Mirror, mirror, on the wall.

Managers continue to trumpet the recent launch of a GameStop crypto wallet and the imminent launch of a new NFT marketplace, despite GameStop’s main company hemorrhaging cash.

Last year, GameStop became a meme stock favorite because of moves like these. The GameStop NFT idea, on the other hand, seems to be a desperate effort at catching on to the hottest craze at the moment. In recent months, the value of crypto and NFTs have plummeted, following in the footsteps of other equally volatile investments. There has been a dramatic decrease in the number of people interested in NFTs as a result of the bubble burst.

Although it may seem like a certainty, this does not indicate that GameStop’s NFT marketplace will collapse. Nonetheless, it seems to be more of a diversion than a game-changer.

Don’t go there!

Gaming retailer GameStop raised approximately $1.7 billion in the first half of 2021 by selling extra stock. That money has already been spent, and the firm has nothing to show for it.

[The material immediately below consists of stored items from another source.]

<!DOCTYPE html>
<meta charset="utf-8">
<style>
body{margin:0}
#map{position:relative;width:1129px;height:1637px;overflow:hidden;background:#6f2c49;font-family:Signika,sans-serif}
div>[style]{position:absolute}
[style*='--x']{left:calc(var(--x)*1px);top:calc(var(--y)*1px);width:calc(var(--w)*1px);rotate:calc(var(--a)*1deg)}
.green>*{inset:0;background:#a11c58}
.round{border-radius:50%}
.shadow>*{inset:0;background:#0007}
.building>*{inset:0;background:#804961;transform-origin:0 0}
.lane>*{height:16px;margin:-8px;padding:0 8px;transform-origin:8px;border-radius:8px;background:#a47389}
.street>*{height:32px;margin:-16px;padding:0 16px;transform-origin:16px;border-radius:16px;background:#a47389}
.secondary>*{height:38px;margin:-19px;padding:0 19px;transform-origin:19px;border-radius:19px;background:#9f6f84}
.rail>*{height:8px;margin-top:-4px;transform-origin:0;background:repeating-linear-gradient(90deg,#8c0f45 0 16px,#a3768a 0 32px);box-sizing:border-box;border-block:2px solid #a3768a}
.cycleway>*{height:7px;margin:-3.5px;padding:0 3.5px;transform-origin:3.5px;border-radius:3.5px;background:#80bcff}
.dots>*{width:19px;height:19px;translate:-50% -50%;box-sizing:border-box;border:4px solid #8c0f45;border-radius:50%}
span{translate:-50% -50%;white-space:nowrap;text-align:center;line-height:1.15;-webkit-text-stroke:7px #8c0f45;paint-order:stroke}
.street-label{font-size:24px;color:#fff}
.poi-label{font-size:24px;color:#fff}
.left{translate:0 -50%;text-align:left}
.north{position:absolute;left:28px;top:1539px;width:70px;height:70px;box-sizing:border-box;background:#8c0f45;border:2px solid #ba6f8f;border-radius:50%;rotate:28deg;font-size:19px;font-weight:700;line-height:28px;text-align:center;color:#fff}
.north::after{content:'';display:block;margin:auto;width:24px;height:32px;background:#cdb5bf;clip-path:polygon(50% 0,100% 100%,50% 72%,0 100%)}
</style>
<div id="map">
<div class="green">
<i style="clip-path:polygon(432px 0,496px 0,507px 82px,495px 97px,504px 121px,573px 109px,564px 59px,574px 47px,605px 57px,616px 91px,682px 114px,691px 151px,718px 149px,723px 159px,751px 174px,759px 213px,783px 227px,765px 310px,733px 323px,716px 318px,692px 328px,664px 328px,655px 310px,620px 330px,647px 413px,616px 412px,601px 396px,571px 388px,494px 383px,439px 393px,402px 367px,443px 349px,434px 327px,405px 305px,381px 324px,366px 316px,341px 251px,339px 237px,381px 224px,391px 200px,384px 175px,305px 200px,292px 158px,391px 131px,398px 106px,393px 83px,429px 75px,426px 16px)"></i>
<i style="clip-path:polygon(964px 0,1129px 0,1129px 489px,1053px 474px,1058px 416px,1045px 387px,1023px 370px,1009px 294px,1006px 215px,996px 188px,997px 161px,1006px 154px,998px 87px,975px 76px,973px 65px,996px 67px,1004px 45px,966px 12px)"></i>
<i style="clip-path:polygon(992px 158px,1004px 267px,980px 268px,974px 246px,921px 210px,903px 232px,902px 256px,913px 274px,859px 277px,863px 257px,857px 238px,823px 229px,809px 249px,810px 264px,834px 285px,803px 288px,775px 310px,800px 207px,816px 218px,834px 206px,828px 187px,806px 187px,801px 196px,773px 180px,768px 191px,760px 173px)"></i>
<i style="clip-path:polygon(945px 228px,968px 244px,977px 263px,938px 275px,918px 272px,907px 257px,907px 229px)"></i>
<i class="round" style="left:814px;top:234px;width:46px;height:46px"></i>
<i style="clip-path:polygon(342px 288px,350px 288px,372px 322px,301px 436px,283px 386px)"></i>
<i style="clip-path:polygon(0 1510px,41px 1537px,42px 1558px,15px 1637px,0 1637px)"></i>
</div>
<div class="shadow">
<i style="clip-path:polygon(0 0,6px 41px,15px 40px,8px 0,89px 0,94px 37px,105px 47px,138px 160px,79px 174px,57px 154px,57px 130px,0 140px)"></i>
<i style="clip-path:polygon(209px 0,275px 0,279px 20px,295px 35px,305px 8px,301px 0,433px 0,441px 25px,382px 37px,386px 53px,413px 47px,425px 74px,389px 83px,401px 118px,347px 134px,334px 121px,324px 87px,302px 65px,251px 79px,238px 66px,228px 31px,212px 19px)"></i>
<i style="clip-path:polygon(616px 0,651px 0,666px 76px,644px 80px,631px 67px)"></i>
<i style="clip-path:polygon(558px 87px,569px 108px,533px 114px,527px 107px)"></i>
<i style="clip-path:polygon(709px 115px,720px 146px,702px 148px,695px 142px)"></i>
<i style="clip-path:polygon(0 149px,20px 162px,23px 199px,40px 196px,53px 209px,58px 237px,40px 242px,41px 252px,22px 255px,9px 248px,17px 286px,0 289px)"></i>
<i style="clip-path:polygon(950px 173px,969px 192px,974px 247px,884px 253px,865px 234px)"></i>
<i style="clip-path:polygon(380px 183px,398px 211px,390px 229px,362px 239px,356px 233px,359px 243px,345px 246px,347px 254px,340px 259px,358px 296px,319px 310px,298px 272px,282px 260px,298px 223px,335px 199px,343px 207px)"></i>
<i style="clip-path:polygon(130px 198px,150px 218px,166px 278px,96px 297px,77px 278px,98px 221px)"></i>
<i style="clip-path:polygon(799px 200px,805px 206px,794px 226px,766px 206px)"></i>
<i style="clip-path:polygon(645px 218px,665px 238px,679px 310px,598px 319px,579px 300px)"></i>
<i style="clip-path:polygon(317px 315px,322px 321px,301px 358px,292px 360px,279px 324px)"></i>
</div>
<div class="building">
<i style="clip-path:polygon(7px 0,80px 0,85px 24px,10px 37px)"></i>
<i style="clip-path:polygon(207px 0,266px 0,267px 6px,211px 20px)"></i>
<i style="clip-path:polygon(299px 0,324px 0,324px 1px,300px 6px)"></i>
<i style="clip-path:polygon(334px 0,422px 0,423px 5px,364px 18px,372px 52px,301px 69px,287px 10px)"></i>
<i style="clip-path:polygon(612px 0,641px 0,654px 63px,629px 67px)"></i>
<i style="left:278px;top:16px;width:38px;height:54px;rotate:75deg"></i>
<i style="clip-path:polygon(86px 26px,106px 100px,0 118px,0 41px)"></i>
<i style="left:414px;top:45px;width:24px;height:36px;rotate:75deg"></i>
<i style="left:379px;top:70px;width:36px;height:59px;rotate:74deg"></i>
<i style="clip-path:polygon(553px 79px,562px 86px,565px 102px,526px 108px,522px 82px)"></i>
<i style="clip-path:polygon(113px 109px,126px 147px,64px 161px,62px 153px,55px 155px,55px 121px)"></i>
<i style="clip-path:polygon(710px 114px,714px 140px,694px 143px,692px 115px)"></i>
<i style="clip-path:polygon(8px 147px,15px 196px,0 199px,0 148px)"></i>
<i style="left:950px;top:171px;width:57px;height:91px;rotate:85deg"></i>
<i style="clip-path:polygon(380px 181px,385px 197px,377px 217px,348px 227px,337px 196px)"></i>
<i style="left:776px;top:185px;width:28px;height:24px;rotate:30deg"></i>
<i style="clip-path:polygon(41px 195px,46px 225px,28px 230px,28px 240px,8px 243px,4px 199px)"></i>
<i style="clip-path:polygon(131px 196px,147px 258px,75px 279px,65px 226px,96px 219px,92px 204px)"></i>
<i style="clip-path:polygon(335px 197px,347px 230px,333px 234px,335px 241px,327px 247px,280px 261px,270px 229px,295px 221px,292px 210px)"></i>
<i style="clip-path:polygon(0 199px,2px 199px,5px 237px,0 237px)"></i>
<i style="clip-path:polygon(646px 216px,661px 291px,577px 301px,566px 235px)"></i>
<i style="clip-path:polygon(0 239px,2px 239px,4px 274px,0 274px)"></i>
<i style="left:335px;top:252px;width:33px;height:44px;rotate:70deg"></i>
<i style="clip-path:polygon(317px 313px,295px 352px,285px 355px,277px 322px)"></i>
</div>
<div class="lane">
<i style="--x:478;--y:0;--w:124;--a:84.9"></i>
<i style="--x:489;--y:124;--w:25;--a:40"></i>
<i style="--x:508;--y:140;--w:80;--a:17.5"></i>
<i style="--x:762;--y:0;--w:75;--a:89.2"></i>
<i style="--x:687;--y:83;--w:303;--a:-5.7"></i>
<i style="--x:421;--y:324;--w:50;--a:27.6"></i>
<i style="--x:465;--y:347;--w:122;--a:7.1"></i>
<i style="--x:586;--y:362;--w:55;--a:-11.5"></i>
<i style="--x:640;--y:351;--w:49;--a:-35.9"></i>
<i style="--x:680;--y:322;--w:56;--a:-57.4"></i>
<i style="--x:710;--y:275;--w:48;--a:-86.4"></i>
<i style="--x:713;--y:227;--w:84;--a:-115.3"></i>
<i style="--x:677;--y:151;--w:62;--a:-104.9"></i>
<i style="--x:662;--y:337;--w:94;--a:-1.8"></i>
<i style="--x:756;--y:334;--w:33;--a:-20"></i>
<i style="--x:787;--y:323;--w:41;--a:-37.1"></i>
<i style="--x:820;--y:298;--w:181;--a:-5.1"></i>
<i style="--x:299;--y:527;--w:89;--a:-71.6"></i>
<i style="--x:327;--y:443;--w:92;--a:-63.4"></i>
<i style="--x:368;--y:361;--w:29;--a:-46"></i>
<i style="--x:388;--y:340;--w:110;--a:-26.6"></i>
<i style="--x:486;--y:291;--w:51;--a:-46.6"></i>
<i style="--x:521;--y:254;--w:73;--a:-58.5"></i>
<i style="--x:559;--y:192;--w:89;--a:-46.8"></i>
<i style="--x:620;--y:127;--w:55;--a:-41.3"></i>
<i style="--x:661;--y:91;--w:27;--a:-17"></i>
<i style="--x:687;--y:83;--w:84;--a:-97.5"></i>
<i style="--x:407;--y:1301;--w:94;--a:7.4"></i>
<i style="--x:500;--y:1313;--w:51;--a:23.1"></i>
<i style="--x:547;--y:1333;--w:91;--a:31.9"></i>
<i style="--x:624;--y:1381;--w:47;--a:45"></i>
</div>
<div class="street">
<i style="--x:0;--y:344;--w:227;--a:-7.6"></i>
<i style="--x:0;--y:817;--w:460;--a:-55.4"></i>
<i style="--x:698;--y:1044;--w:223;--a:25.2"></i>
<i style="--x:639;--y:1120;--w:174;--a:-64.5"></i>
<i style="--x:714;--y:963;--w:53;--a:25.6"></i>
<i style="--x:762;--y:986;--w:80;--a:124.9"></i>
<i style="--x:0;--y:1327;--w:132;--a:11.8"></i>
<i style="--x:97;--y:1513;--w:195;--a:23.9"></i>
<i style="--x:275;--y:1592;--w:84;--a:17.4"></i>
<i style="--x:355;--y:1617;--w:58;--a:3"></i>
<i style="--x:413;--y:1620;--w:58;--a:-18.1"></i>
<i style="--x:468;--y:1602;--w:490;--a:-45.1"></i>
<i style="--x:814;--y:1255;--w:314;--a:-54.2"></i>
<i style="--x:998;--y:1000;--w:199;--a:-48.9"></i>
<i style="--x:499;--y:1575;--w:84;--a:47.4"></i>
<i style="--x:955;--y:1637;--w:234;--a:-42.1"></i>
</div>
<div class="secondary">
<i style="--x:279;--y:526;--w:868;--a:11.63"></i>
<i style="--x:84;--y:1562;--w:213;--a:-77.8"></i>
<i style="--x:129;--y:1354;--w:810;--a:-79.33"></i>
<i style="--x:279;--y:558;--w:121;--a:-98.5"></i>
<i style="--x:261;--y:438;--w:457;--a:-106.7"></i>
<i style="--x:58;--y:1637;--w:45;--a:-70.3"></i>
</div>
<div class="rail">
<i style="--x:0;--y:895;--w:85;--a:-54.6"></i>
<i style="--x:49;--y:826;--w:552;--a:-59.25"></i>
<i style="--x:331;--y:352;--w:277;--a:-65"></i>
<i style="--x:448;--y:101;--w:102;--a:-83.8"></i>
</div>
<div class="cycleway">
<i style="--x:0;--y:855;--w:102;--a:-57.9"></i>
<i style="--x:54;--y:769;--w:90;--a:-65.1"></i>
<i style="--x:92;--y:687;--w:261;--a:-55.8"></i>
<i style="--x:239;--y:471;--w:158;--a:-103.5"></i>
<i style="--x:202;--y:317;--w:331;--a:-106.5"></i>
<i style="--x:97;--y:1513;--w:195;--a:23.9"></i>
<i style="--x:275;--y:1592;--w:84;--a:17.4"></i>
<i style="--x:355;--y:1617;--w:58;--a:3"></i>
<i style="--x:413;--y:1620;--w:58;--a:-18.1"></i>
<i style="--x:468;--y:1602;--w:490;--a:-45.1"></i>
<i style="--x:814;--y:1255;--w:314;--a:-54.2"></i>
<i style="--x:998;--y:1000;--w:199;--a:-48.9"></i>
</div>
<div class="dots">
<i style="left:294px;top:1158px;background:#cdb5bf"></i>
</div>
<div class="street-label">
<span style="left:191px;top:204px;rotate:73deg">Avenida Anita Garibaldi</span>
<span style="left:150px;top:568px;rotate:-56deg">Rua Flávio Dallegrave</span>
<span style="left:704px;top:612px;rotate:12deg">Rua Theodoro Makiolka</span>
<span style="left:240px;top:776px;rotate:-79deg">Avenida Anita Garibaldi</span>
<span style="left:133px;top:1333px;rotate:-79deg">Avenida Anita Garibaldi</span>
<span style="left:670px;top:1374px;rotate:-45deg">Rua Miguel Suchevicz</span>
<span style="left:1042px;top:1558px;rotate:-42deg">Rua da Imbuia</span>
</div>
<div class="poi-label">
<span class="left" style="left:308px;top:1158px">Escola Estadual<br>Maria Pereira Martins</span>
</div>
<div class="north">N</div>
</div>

Just over $1 billion in unrestricted capital is available to GameStop at the moment, so the retailer has space to move. A financial crisis might occur shortly if the company’s losses continue to deepen and its cash burn increases. Even if GameStop manages to survive, its $10 billion value is unlikely to be met. Now that’s a bad sign for GameStop’s stock.

The post Game Stop: Operating At A Considerable Decrease appeared first on Best Stocks.